Tracy Lamourie

This issue marks my one year anniversary writing this column,  so let me start it by thanking you all for coming along on this journey with me.  The last 12 months have been interesting ones in the canna world, to say the least, and as we look ahead to spring and summer 2017, 420, and the Global Marijuana March, it’s hard to say where we’ll be when all the smoke clears.

Normally at this time of the year, the canna-community’s thoughts are on the 420 celebrations.
From the iconic Yonge-Dundas Square event in Toronto, where each year’s event is bigger than the last, seeing upwards of 20,000 people creating literal clouds of smoke in the skies, to the smaller towns and cities where 420 celebrants still face arrests and police actions.

We always knew this year’s 420 celebrations would be different.  

With the government’s promise of legalization in the air, initially many expressed the hope, and concern, that this might be the last traditional 420.  Perhaps the years to come would bring attempted corporate co-opting of the day, much the way Pride has gone from an activist event to a corporate behemoth!

But in March, the government and local Police forces ramped up their battle against the plant, most notably the Toronto Police, who added the well-named Project Gator (it’s a croc! It’s slimey!) to their list of shame, right beside 2016’s Project Claudia.

Britney Guerra and Jodie Emery in Court. credit: Shane Hansen – Hamilton’s Royal Farmacy

I attended the Bail Hearing for the Cannabis Culture 5 in Toronto after the Project Gator arrests, and I shared my thoughts in AN OPEN LETTER TO MY FRIENDS IN MEDIA, MEMBERS OF PARLIAMENT, MEMBERS OF PROV PARLIAMENTS AND MUNICIPAL POLITICOS, which was published in its entirety on the CannabisDigest.ca a day after the hearing.  I’ll share a short excerpt of that here, because I think it’s important to consider.

“I’d like to clear a few things up for you. Whatever you think of Marc Emery, and we certainly have had and still do have our major disagreements and differences, and we are not friends, it will not keep me from saying this: the action he and Jodie Emery took in opening Cannabis Culture dispensaries across Canada serving adults over 19, showed thousands and thousands of people across this country what a store selling cannabis as a regular consumer product could look like.  Canadians voted with their dollars, each CC practically had lineups around the block upon opening.  Most of those people had never had the chance to see a medical dispensary in operation.  People liked what they saw, regular people, regular Canadians. The government noticed, and saw it as a threat to the plans they have for cannabis distribution.
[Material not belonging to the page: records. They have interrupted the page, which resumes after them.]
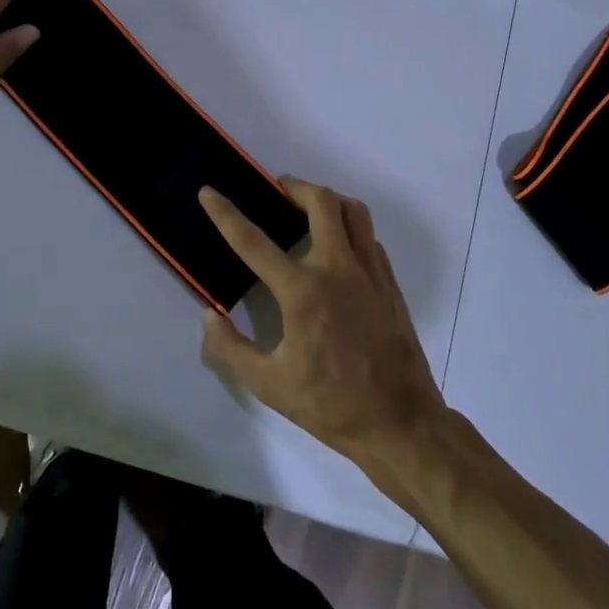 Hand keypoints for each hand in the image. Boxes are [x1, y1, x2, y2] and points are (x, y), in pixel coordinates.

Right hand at [197, 179, 446, 464]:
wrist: (400, 422)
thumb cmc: (331, 404)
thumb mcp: (269, 385)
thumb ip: (231, 348)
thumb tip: (209, 315)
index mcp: (303, 291)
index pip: (254, 242)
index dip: (226, 214)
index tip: (209, 192)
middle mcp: (338, 268)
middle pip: (321, 202)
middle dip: (294, 187)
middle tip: (277, 191)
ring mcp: (370, 272)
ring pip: (353, 211)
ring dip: (328, 200)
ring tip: (308, 209)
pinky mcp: (390, 283)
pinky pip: (369, 237)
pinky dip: (350, 228)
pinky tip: (337, 248)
Though the initial media reports parroted the police department’s lines (full of fear of the new drug, ‘shatter,’ and equating a dispensary using a franchise model to “organized crime,’)  in recent days, many more thoughtful pieces have appeared from all sides of the political spectrum denouncing the Project Gator raids.   

Cannabis Digest will be reporting on this situation as it continues to develop.

As I write this, 420 is just a month away, and cannabis activists and enthusiasts are gearing up for a memorable one.  Toronto’s 420 has long been celebrated at Yonge Dundas Square, since the earliest days of the legendary Hash Mob.  As Erin Goodwin, long time Toronto activist (and one of the CC5) said to Cannabis Digest, “This year is the Farewell 420 at YDsquare, so that is the biggest thing. The plan is to make it the biggest best one ever.”   

Now,  there is one thing I’ve learned about the resilience of this community.  No matter what they throw at us, they can’t stop the parties!  And they make a difference.

But the Ontario canna community isn’t just gearing up for a party.  They’re showing their heart.

In Ottawa, at the 290life Canna Charity Event’s 420 Afterparty, hosted (with a dab bar!) at the Royal Canadian Legion Branch on 330 Kent Street, passionate canna-community supporters, and reggae/rock band, The Yappers, have put together a fantastic fundraising event in support of a local canna-needy patient, little 9 year old Liam McKnight, who needs cannabis medicine to help him fight Dravet’s Syndrome.  Canna community businesses from across Canada really have answered the call in support.  The Yappers were able to gather so many donations, they ran out of room to list sponsors on the poster!  Raffles and Draws were being held with 100% of the profits going to the McKnight family.

Meanwhile, back in Toronto, CannaBliss events is once again planning their annual KIDSTER event, “our annual fundraiser to buy Easter gifts for children living in a homeless shelter. ”  This year’s fundraiser for the event includes comedy hosted by Bobby Knauff and special guest, Precious Chong.   They have secured sponsorship for this year’s event, but if you are seeing this before Easter, you still have a chance to donate gifts or funds for the purchase of gifts and a wonderful, organic, healthy meal for the kids at the shelter.  

Thanks to The Yappers and to CannaBliss for having so much heart!

If you’re a local cannabis activist or canna business working to make a difference like this in your community, tell us about it!

This is what our community is all about!  And these kinds of initiatives are to be applauded.